Responsibilities
- Monitor and analyze security events using SIEM reports and other security tools.
- Support incident response activities, including triage, investigation, evidence collection, and root cause analysis.
- Perform access management activities, including periodic access reviews and entitlement validation.
- Support vulnerability management by tracking findings, remediation progress, and risk acceptance.
- Prepare and maintain security metrics, KPIs, reports, risk registers, and remediation logs.
- Support audit readiness and evidence collection for ISO 27001/17/18, SOC 2, GDPR, HIPAA, and other relevant frameworks.
- Assist with maintaining security policies, procedures, standards, and control documentation.

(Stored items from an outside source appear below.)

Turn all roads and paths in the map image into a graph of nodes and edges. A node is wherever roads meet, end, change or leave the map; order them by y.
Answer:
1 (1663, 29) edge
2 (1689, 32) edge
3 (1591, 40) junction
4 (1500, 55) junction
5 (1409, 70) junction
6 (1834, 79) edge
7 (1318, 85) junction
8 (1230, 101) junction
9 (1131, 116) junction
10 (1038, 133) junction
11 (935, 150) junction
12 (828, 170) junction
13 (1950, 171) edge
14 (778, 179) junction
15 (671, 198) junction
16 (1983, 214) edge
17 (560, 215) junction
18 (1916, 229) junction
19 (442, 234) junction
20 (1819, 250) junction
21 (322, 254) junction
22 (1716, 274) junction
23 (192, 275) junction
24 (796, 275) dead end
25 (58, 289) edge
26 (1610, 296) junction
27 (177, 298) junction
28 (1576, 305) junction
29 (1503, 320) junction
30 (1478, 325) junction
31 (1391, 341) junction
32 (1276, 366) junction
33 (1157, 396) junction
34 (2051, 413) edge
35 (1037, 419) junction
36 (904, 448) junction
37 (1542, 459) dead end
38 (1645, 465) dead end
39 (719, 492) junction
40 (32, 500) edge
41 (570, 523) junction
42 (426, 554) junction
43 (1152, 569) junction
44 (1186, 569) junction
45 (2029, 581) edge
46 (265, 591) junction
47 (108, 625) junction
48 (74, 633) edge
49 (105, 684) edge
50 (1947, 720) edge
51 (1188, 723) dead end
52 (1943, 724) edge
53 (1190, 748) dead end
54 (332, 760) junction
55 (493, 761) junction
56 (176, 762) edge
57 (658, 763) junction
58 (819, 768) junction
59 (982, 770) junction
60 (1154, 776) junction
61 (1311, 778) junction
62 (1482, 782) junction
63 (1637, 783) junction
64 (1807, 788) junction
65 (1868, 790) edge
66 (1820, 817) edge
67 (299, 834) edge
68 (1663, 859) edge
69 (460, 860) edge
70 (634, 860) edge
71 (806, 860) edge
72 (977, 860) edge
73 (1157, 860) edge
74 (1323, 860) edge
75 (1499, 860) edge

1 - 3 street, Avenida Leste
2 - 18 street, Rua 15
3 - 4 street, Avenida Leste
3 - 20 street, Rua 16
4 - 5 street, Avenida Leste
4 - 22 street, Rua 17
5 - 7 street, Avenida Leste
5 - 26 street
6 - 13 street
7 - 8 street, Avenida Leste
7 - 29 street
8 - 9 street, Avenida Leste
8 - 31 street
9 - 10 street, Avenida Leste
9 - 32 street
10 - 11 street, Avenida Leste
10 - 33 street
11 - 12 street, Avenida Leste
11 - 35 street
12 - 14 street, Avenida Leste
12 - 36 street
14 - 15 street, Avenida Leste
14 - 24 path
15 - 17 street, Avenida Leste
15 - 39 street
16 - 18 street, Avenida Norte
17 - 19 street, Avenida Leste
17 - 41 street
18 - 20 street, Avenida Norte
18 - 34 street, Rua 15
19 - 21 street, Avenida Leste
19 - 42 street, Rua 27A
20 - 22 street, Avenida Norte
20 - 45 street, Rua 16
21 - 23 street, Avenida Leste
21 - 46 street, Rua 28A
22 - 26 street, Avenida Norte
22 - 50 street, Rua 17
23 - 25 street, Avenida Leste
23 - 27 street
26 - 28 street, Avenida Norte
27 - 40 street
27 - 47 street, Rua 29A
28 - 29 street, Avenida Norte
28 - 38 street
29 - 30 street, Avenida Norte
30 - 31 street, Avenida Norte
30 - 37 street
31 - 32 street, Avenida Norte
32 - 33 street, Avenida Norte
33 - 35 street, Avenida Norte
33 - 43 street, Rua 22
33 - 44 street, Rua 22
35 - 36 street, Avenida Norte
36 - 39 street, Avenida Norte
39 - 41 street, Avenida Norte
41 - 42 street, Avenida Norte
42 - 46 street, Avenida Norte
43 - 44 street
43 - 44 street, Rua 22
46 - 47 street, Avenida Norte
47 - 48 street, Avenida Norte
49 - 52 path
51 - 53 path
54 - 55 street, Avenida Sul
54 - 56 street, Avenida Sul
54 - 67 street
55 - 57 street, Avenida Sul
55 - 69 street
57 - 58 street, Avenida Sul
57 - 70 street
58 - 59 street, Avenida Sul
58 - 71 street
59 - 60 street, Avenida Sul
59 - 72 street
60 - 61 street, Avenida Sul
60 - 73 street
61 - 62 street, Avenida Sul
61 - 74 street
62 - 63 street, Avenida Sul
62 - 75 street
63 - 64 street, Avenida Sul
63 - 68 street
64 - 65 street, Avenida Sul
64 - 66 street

- Support third-party vendor security reviews and track vendor risk documentation.
- Collaborate with IT, engineering, compliance, and business teams on security-related topics.
Requirements
- 1+ years of experience in information security, cybersecurity, IT, compliance, audit, risk management, or a related field.
- Hands-on experience in a Security Analyst or similar cybersecurity role.
- Understanding of IAM, access reviews, vulnerability management, and incident response.
- Exposure to cloud security, endpoint security, cloud IAM models, and networking fundamentals.
- Familiarity with security and compliance frameworks such as SOC 2, ISO 27001, NIST CSF, CIS Controls, or GDPR.
- Experience working with security documentation, policies, procedures, audit evidence, and compliance reviews.
- Ability to analyze security data, trends, and metrics and communicate findings clearly.
- Strong analytical, organizational, and problem-solving skills with high attention to detail.
- Experience with tools such as SharePoint, Microsoft 365, ticketing tools, document repositories, or collaboration platforms.
Nice to Have
- Security, privacy, or audit-related certifications completed or in progress, such as Security+, ISO 27001 Foundation, CCSK, or CISA.
- Background in supporting BCP/DRP testing or tabletop exercises.
- Practical exposure to audits, compliance reviews, or vendor assessments.
- Familiarity with SOAR tools or incident response automation.
- Scripting or automation skills with Python, PowerShell, or Bash.
- Exposure to SaaS, cloud, CRM, or enterprise software environments.
Work Arrangement
Remote (Worldwide)
Additional Information
- Flexible work arrangements are provided.
- Initiatives to support employee wellbeing and effective schedule management are in place.
- Culture celebrates achievements and values employee ideas.
- Company embraces new ideas, modern technologies, and bold thinking.
- Competitive compensation and benefits package is provided.
- Rewards approach includes recognition beyond salary.
- Benefits and rewards may vary depending on country of residence and employment type.